Concernant le groupe KG 55, il était commandé en 1940 par l'OB Stoekel et prépara le terrain à  la division SS Adolf Hitler qui précéda elle même le gros des troupes dans le Forez en 1940. Par la suite il devait participer au blitz sur l'Angleterre et aux opérations en terre russe. Il fut au combat durant tout le conflit jusqu'à  la chute du IIIème Reich. Les avions responsables de l'attaque sur le Forez étaient des Heinkel 111, il s'agit de bombardiers bimoteurs de 14 tonnes avec une demie douzaine de mitrailleuses et pouvant emporter 2, 5 tonnes de bombes. Ces bombes larguées, dont certaines n'ont pas explosé, avaient chacune un poids de 50 kg.
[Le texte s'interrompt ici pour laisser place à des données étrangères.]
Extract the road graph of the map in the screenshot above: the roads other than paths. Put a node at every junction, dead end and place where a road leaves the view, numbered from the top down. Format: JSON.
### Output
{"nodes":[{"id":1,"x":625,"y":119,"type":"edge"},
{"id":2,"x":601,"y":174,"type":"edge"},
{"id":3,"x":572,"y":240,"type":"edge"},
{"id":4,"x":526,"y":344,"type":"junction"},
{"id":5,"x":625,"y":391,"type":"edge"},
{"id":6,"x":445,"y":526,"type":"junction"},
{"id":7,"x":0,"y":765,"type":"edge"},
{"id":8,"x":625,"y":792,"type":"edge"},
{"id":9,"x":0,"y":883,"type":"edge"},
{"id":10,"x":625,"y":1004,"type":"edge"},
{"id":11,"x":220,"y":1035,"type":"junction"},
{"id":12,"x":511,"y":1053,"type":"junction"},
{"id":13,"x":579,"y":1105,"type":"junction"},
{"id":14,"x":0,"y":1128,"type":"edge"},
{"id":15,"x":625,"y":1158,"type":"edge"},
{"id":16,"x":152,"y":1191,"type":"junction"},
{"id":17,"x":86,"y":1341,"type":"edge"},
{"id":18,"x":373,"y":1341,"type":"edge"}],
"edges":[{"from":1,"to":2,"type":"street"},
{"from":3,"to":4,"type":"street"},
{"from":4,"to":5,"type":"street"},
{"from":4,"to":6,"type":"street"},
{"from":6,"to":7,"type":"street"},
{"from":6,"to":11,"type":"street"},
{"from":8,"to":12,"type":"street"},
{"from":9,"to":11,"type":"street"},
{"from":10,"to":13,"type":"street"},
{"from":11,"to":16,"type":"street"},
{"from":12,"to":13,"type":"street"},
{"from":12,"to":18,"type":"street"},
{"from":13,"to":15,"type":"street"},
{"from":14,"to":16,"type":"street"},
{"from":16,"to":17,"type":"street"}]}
Reste une question, pourquoi cette allusion tenace à  propos d'une agression italienne ? Je pense pour ma part que la propagande de Vichy y est pour beaucoup. Cette hypothèse servait, dans l'esprit d'une France défaite à  accréditer la théorie du " coup de poignard dans le dos "**. Encore une fois, je connais bien les avions d'aujourd'hui et même avec l'habitude il reste extrêmement difficile d'identifier leur nationalité. Lors de l'attaque de 1940, seule la DCA de Firminy est intervenue, sans succès, et ses servants n'avaient guère de formation pour reconnaître les avions".

Ajoutons en complément que dans un numéro de la revue Village de Forez, en avril 2017, Antoine Cuisinier, natif de Saint-Marcellin-en-Forez, est revenu longuement sur cette controverse en évoquant divers "souvenirs" et en citant plusieurs témoignages d'habitants de Boën et alentours. Il explique que les Italiens étaient nombreux à travailler dans les tuileries des Plantées, à l'entrée de Saint-Marcellin, tout près donc de Bonson, et que selon certains, ceux-ci auraient fêté l'événement. "On parle même de champagne", écrit-il. Boën fut aussi bombardé et mitraillé sans pertes humaines. "Un raid d'intimidation" avant les principaux objectifs qu' étaient Bonson et Firminy où les attaques firent respectivement 70 morts (majoritairement des militaires mais aussi le maire de Bonson) et 18 morts.

* Mme Luirard a écrit entre autres Le Forez et la Révolution nationale et La région stéphanoise dans la guerre de 1939-45.

** Rappelons que l'Italie a déclaré la guerre à  la France quand cette dernière était déjà à genoux. Ce qui ne l'a pas empêché de subir de sérieux revers, notamment sur le front des Alpes.